HashiCorp Terraform is an Infrastructure as Code (IaC) tool that lets us define both cloud and on-prem resources in human-readable configuration files that can version, reuse, and share.
Amazon EKS Cluster using Terraform:
This Repository will be used to keep infrastructure configuration for eks cluster
Prerequisite
- AWS Account
- Terraform
- AWS CLI
To configure AWS CLI, We need to enter AWS Access Key ID, Secret Access Key, region and output format. Please note proper privillage is required to create eks cluster resources.
$ aws configure
AWS Access Key ID [None]: AWS_ACCESS_KEY_ID
AWS Secret Access Key [None]: AWS_SECRET_ACCESS_KEY
Default region name [None]: AWS_REGION
Default output format [None]: json
Terraform Initial Setup Configuration
Need to create an AWS provider. It allows to interact with the AWS resources, such as VPC, EKS, S3, EC2, and many others.
providers.tf
terraform {
required_version = ">= 1.1.0"
required_providers {
aws = {
source = "hashicorp/aws"
version = "~> 4.0"
}
}
}
provider "aws" {
region = var.region
access_key = var.aws_access_key
secret_key = var.aws_secret_key
# other options for authentication
}
Terraform State Setup
Now, We need to create terraform backend to specify the location of the backend Terraform state file on S3.

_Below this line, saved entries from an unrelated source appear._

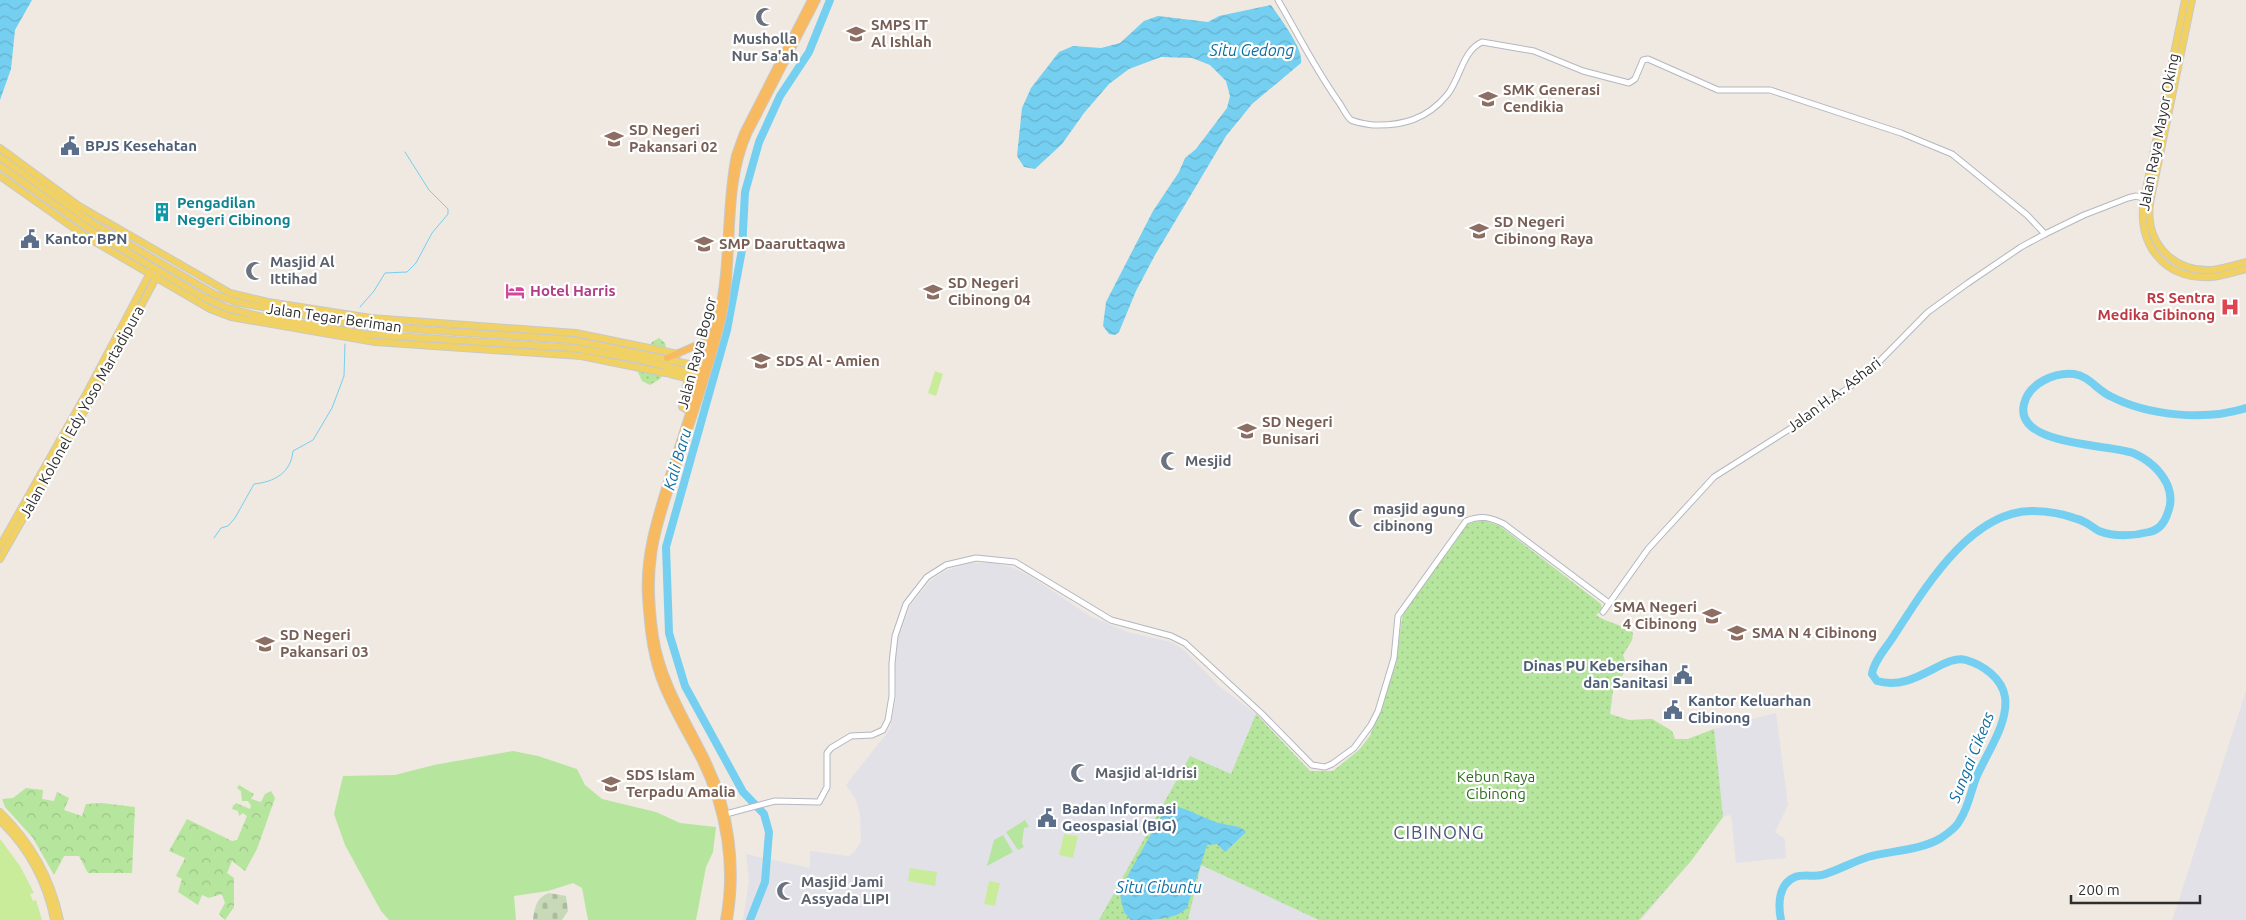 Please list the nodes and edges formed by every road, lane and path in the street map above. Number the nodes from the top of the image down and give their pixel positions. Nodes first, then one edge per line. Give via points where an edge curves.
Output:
1 (811, 0) edge
2 (818, 0) edge
3 (1278, 0) edge
4 (2185, 0) edge
5 (2192, 0) edge
6 (795, 37) junction
7 (2167, 103) junction
8 (0, 148) edge
9 (0, 157) edge
10 (0, 166) edge
11 (0, 176) edge
12 (2148, 199) junction
13 (2045, 234) junction
14 (114, 244) junction
15 (118, 256) junction
16 (2246, 262) edge
17 (155, 264) junction
18 (162, 268) junction
19 (2246, 269) edge
20 (149, 274) junction
21 (156, 278) junction
22 (377, 327) junction
23 (376, 335) junction
24 (711, 339) junction
25 (638, 348) junction
26 (678, 354) junction
27 (668, 358) junction
28 (705, 367) junction
29 (684, 370) junction
30 (665, 373) junction
31 (701, 377) junction
32 (688, 378) junction
33 (689, 411) junction
34 (688, 422) junction
35 (68, 426) junction
36 (74, 430) junction
37 (0, 546) edge
38 (0, 560) edge
39 (1609, 603) junction
40 (1603, 612) dead end
41 (652, 636) junction
42 (0, 812) edge
43 (726, 814) junction
44 (0, 821) edge
45 (54, 920) edge
46 (60, 920) edge
47 (724, 920) edge
48 (730, 920) edge

1 - 6 highway, Jalan Raya Bogor
2 - 6 highway, Jalan Raya Bogor
3 - 13 street via 1313,64 1350,117 1369,124 1406,124 1425,114 1448,94 1473,48 1482,42 1542,53 1583,72 1629,83 1635,79 1643,60 1648,59 1718,90 1770,90 1901,133 1952,154 2028,214
4 - 7 main road, Jalan Raya Mayor Oking
5 - 7 main road, Jalan Raya Mayor Oking
6 - 24 highway, Jalan Raya Bogor via 743,133 735,155 720,302
6 - 28 highway, Jalan Raya Bogor via 740,156 725,302
7 - 12 main road, Jalan Raya Mayor Oking
8 - 25 main road, Jalan Tegar Beriman via 79,206 230,293 371,318 576,333
9 - 17 main road, Jalan Tegar Beriman via 75,212
10 - 14 main road, Jalan Tegar Beriman via 51,204
11 - 15 main road, Jalan Tegar Beriman
12 - 13 street, Jalan H.A. Ashari via 2128,198
12 - 16 main road, Jalan Raya Mayor Oking via 2151,231 2156,242 2171,258 2204,270
12 - 19 main road, Jalan Raya Mayor Oking via 2142,217 2145,236 2164,262 2182,273 2199,277
13 - 39 street, Jalan H.A. Ashari via 1939,303 1865,376 1802,422 1708,482 1644,554
14 - 15 main road
14 - 17 main road, Jalan Tegar Beriman
15 - 20 main road, Jalan Tegar Beriman
17 - 18 main road, Jalan Tegar Beriman
17 - 20 main road, Jalan Kolonel Edy Yoso Martadipura
18 - 21 main road, Jalan Kolonel Edy Yoso Martadipura
18 - 22 main road, Jalan Tegar Beriman via 236,302
18 - 23 main road, Jalan Tegar Beriman via 227,308
20 - 21 main road, Jalan Tegar Beriman
20 - 35 main road, Jalan Kolonel Edy Yoso Martadipura
21 - 30 main road, Jalan Tegar Beriman via 210,310 257,323 375,342 581,356
21 - 36 main road, Jalan Kolonel Edy Yoso Martadipura
22 - 23 main road
22 - 25 main road, Jalan Tegar Beriman via 572,340
23 - 29 main road, Jalan Tegar Beriman via 574,348
24 - 26 highway
24 - 28 highway, Jalan Raya Bogor
25 - 26 main road, Jalan Tegar Beriman
25 - 27 main road, Jalan Tegar Beriman
26 - 27 highway
27 - 28 main road, Jalan Tegar Beriman
28 - 31 highway, Jalan Raya Bogor
29 - 30 main road, Jalan Tegar Beriman
29 - 31 main road, Jalan Tegar Beriman
30 - 32 main road
31 - 32 main road
31 - 33 highway, Jalan Raya Bogor
31 - 34 highway, Jalan Raya Bogor
32 - 33 main road via 682,406
33 - 34 highway, Jalan Raya Bogor
34 - 41 highway, Jalan Raya Bogor via 658,510 648,552 646,594
35 - 36 main road
35 - 37 main road, Jalan Kolonel Edy Yoso Martadipura
36 - 38 main road, Jalan Kolonel Edy Yoso Martadipura
39 - 40 street, Jalan H.A. Ashari
39 - 43 street via 1504,524 1487,517 1466,521 1398,616 1394,658 1371,725 1354,748 1332,764 1318,767 1312,765 1184,643 1171,636 1111,620 1016,562 976,558 962,560 927,577 906,604 895,636 888,720 883,730 872,735 851,736 831,748 827,754 827,787 819,802 768,802
41 - 43 highway, Jalan Raya Bogor via 668,685 716,780
41 - 47 highway, Jalan Raya Bogor via 652,655 663,687 715,796 727,850
42 - 46 main road via 24,837 39,861 51,886
43 - 48 highway, Jalan Raya Bogor via 733,850
44 - 45 main road via 23,847 39,874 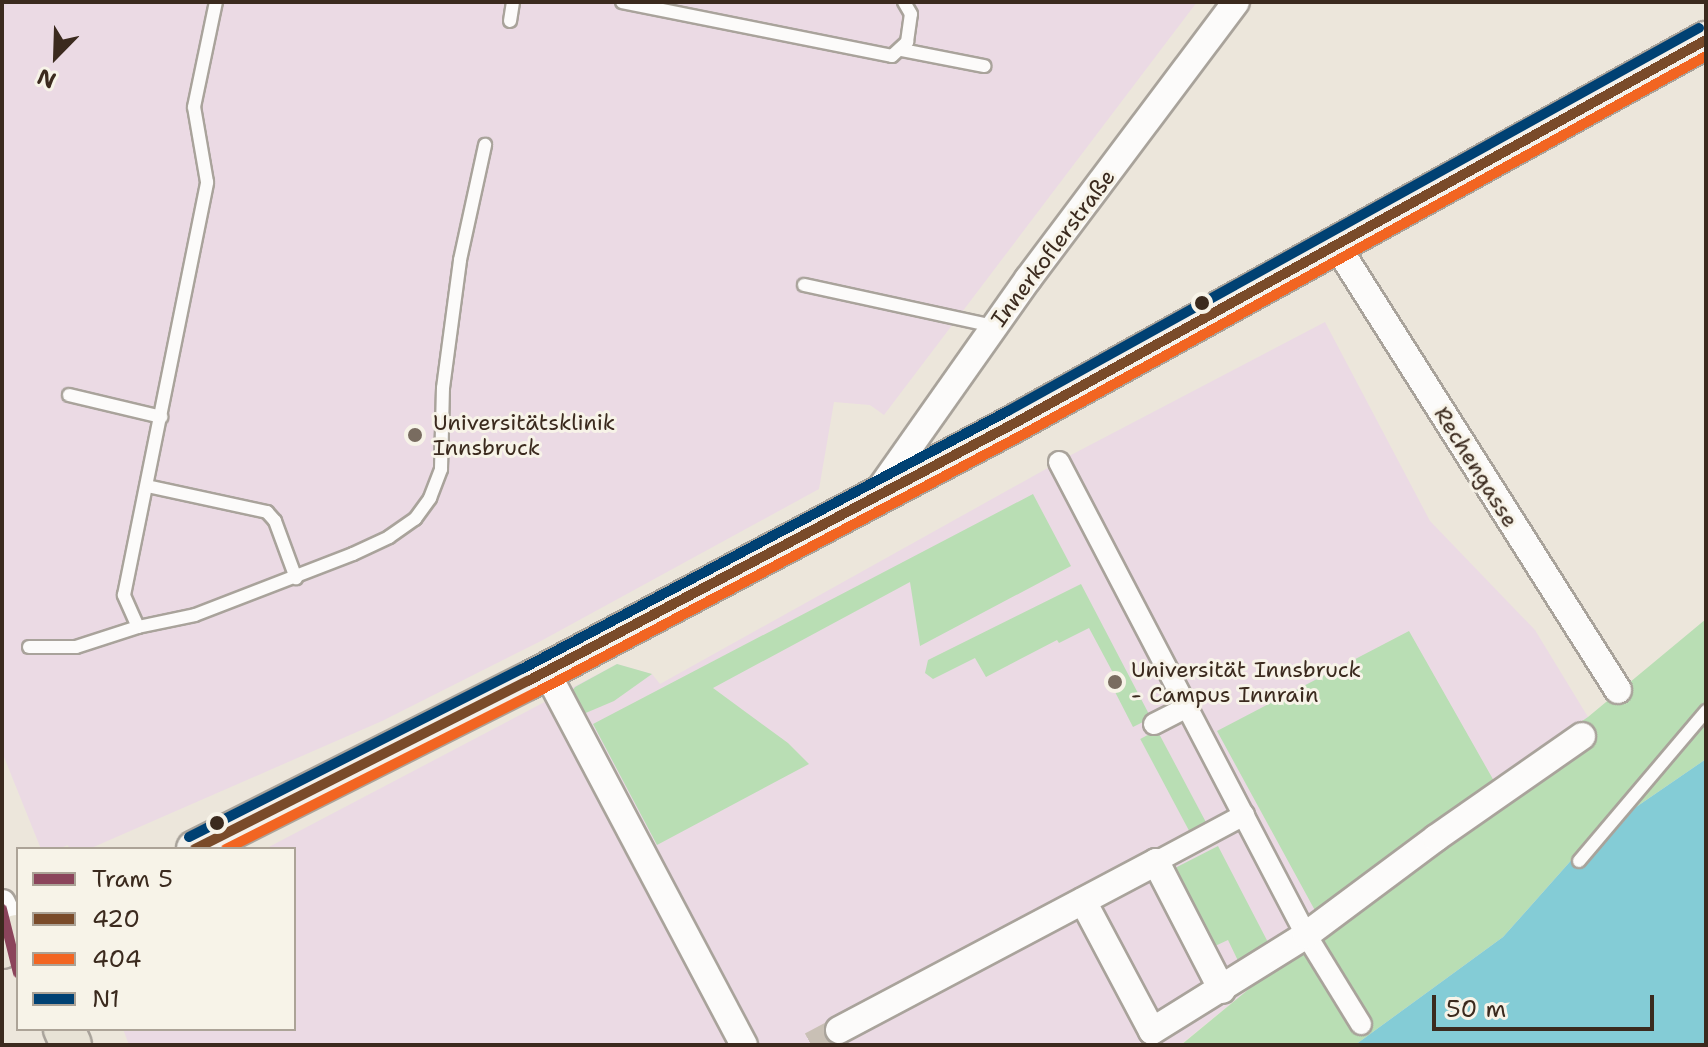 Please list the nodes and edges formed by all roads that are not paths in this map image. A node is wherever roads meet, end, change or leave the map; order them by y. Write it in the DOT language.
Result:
graph roads {
  1 [pos="216,2"];
  2 [pos="513,2"];
  3 [pos="622,2"];
  4 [pos="662,2"];
  5 [pos="904,2"];
  6 [pos="1236,2"];
  7 [pos="642,6"];
  8 [pos="510,21"];
  9 [pos="1706,40"];
  10 [pos="902,50"];
  11 [pos="984,66"];
  12 [pos="485,145"];
  13 [pos="1335,243"];
  14 [pos="804,285"];
  15 [pos="994,326"];
  16 [pos="69,395"];
  17 [pos="161,417"];
  18 [pos="1059,462"];
  19 [pos="147,486"];
  20 [pos="874,496"];
  21 [pos="296,578"];
  22 [pos="138,627"];
  23 [pos="29,647"];
  24 [pos="546,671"];
  25 [pos="1618,690"];
  26 [pos="1186,708"];
  27 [pos="1706,711"];
  28 [pos="1154,724"];
  29 [pos="1582,736"];
  30 [pos="1244,815"];
  31 [pos="199,847"];
  32 [pos="1579,861"];
  33 [pos="1156,862"];
  34 [pos="1083,901"];
  35 [pos="1306,935"];
  36 [pos="1222,990"];
  37 [pos="1361,1024"];
  38 [pos="839,1030"];
  39 [pos="1146,1038"];
  40 [pos="744,1045"];
  1 -- 17 [label="lane"];
  2 -- 8 [label="lane"];
  3 -- 7 [label="lane"];
  4 -- 7 [label="lane"];
  5 -- 10 [label="lane"];
  6 -- 15 [label="street, Innerkoflerstraße"];
  7 -- 10 [label="lane"];
  9 -- 13 [label="main road"];
  10 -- 11 [label="lane"];
  12 -- 21 [label="lane"];
  13 -- 20 [label="main road"];
  13 -- 25 [label="street, Rechengasse"];
  14 -- 15 [label="lane"];
  15 -- 20 [label="street, Innerkoflerstraße"];
  16 -- 17 [label="lane"];
  17 -- 19 [label="lane"];
  18 -- 26 [label="street"];
  19 -- 21 [label="lane"];
  19 -- 22 [label="lane"];
  20 -- 24 [label="main road"];
  21 -- 22 [label="lane"];
  22 -- 23 [label="lane"];
  24 -- 31 [label="main road"];
  24 -- 40 [label="street"];
  26 -- 28 [label="street"];
  26 -- 30 [label="street"];
  27 -- 32 [label="lane"];
  29 -- 35 [label="street"];
  30 -- 33 [label="street"];
  30 -- 35 [label="street"];
  33 -- 34 [label="street"];
  33 -- 36 [label="street"];
  34 -- 38 [label="street"];
  34 -- 39 [label="street"];
  35 -- 36 [label="street"];
  35 -- 37 [label="street"];
  36 -- 39 [label="street"];
} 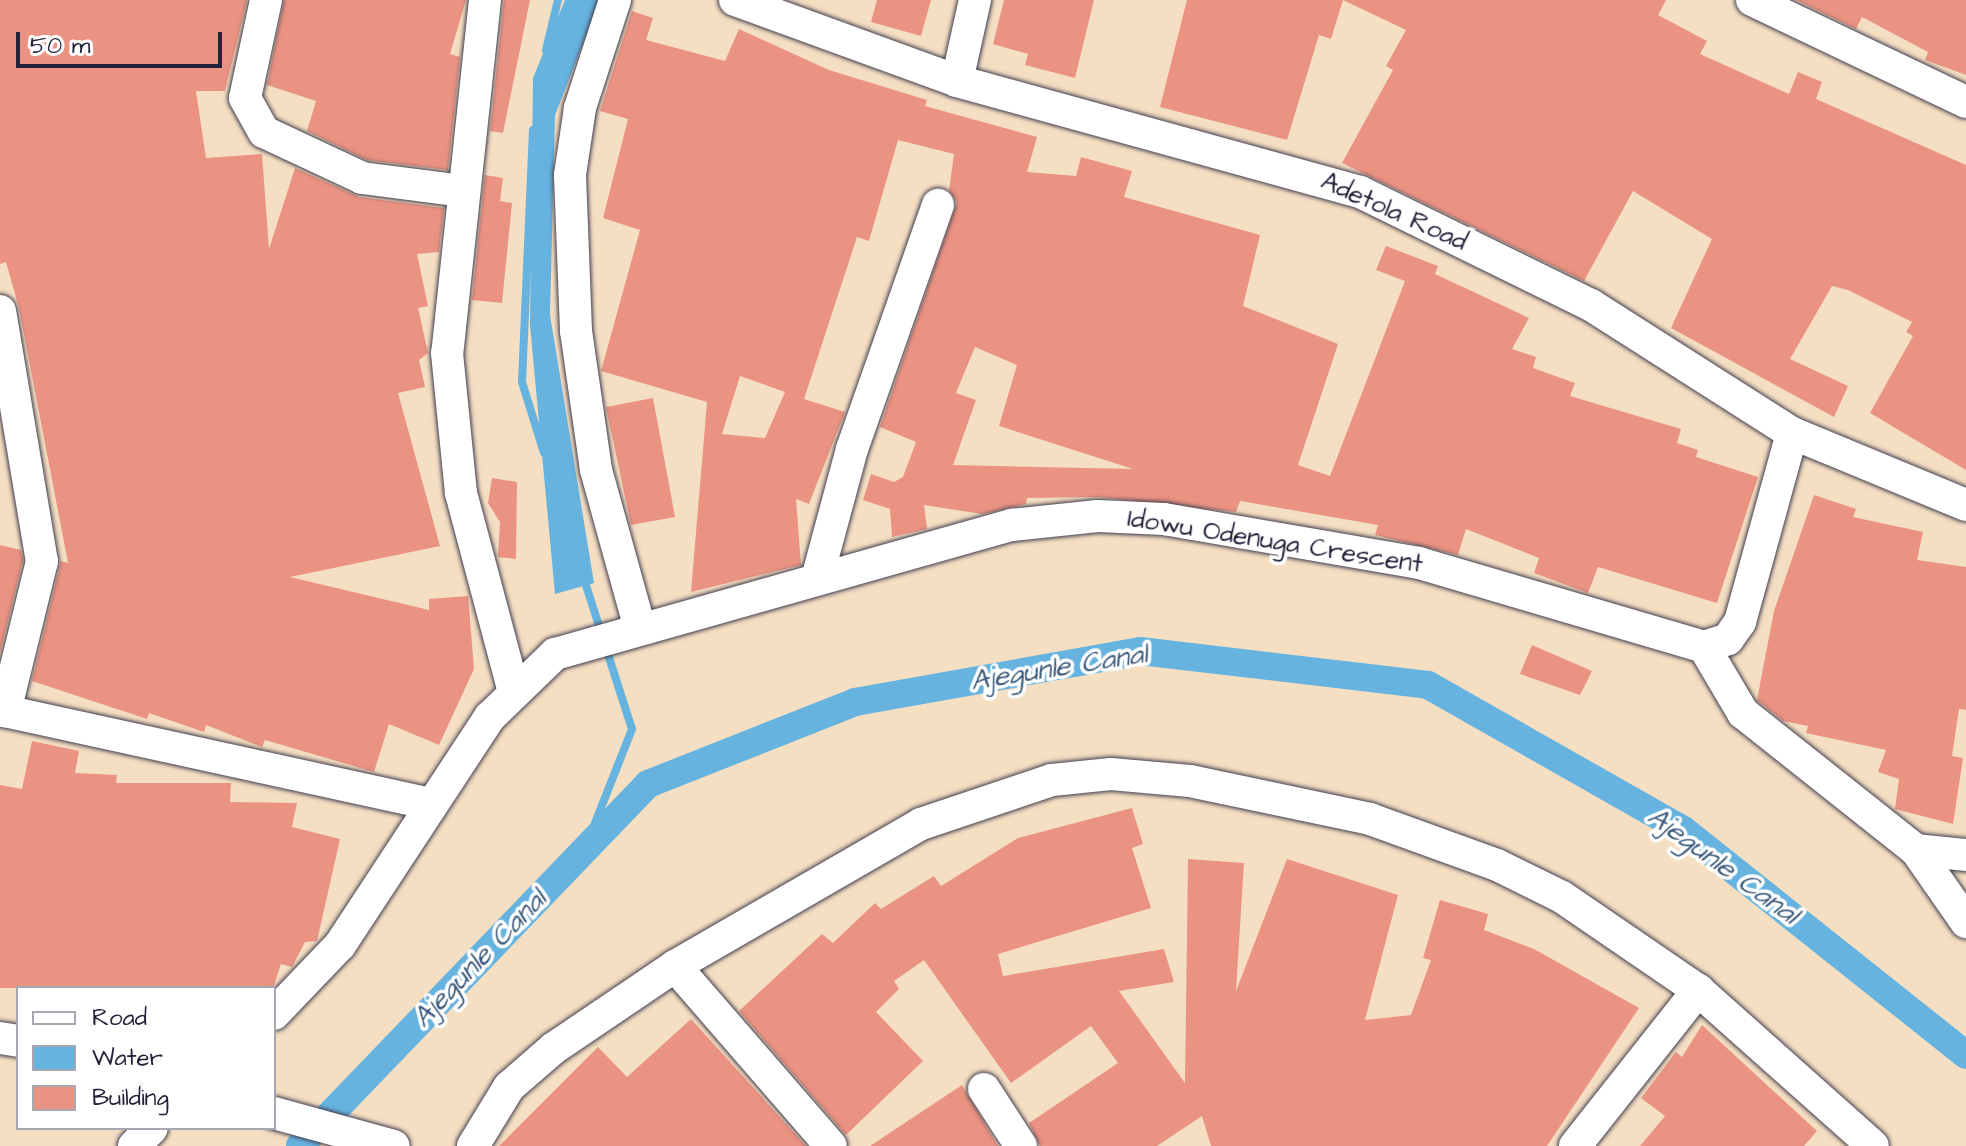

Remote state is storing that state file remotely, rather than on my local filesystem.
backend.tf
terraform {
backend "s3" {
bucket = "mondev-terraform-states"
key = "terraform-aws-eks-mondev.tfstate"
region = "ap-southeast-1"
encrypt = true
}
}
Network Infrastructure Setup
Setting up the VPC, Subnets, Security Groups, etc.
Amazon EKS requires subnets must be in at least two different availability zones.
- AWS VPC (Virtual Private Cloud).
- Two public and two private Subnets in different availability zones.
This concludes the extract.